South Koreans are prone to worry about how their country is perceived. Their government too is keen to promote Korea as a brand. Did that somehow slip their mind? Pardoning Chey Tae-won will hardly burnish Korea’s image. Nor is the damage just reputational. Events such as this ensure that the notorious ‘Korea discount’ will continue to drag down corporate value.
Those rather simplistic cultural guides for westerners often stress how important shame and ‘face’ are in Korea, and elsewhere in east Asia. Really? Chey Tae-won appears to have no shame. And in pardoning him to go on running the third largest chaebol, neither does Korea.
Yes, Chey apologised. He could hardly not. But as with Shinzo Abe, given his past form how can we rate his sincerity? Clearly he has no conception that the decent course would be to step down. SK and its shareholders can only hope he is a reformed character. Third time lucky?

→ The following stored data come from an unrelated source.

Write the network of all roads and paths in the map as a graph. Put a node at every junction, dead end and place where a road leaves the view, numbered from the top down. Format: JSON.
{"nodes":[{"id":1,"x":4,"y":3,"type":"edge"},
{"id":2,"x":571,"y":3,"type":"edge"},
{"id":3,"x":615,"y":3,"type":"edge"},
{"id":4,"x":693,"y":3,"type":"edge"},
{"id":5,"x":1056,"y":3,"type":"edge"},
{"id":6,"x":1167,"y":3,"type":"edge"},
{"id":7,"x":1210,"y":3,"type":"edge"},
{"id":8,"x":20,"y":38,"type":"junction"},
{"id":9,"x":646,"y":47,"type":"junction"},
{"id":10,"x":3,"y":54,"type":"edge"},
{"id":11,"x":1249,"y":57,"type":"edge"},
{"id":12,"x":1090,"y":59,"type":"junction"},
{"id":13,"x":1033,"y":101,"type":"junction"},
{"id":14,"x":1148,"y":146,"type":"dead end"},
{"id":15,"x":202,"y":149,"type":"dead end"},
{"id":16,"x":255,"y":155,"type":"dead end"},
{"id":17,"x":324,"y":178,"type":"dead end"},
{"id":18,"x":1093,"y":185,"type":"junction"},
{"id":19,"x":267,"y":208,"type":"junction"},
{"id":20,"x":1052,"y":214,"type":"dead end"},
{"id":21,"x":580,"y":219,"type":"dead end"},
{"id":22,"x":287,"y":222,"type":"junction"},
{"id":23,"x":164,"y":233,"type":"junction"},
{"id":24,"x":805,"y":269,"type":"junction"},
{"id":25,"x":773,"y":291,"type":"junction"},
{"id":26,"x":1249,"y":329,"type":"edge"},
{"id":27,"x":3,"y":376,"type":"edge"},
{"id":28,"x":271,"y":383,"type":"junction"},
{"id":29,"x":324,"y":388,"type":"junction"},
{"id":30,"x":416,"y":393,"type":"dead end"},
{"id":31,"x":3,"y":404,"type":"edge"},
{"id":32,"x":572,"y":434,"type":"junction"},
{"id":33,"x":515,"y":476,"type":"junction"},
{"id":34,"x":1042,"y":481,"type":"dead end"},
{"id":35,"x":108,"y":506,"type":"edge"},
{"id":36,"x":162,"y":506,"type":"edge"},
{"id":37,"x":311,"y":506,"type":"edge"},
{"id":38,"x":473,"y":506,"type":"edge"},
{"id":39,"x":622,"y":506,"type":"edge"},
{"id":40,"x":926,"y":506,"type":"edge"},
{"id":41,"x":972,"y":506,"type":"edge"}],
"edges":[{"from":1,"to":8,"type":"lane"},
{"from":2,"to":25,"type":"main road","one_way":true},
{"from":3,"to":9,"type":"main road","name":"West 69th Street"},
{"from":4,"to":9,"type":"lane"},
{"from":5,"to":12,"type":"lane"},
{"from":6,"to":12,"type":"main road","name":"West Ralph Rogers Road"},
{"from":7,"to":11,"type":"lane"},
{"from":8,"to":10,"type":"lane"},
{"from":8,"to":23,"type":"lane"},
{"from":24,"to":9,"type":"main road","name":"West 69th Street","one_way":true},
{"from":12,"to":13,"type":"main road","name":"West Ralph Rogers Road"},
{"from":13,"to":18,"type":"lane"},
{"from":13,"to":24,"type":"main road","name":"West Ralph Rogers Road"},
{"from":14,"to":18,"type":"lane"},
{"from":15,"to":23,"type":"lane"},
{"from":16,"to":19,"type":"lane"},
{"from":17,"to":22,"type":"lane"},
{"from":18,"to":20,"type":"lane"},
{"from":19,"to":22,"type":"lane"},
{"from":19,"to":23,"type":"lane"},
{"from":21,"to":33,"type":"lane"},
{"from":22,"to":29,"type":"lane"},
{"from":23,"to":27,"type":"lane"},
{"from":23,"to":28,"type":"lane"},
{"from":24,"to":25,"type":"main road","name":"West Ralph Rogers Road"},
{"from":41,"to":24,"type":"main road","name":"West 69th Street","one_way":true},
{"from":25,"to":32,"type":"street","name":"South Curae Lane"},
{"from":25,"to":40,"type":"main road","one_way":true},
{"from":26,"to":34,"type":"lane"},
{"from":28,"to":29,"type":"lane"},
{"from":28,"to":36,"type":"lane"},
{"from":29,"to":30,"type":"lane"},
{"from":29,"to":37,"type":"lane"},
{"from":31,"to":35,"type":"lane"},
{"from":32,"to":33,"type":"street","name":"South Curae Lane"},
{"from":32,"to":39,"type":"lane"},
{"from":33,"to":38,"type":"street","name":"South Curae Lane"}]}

As for Park Geun-hye, time is running out. South Korean Presidents serve only a single five-year term, and she reaches the halfway mark on August 25 as a less than iron lady. No doubt she came under huge pressure to pardon Chey Tae-won: not from the public, but in Cabinet and from the Federation of Korean Industries (FKI).
Yet she would have done her country, and her own reputation, greater and lasting service if she had found the steel to resist and stand up for principle. Alas, the lady was for turning.
Aidan Foster-Carter is honorary senior research fellow in Sociology and Modern Korea at Leeds University, UK, and a freelance writer, consultant and broadcaster on both Koreas.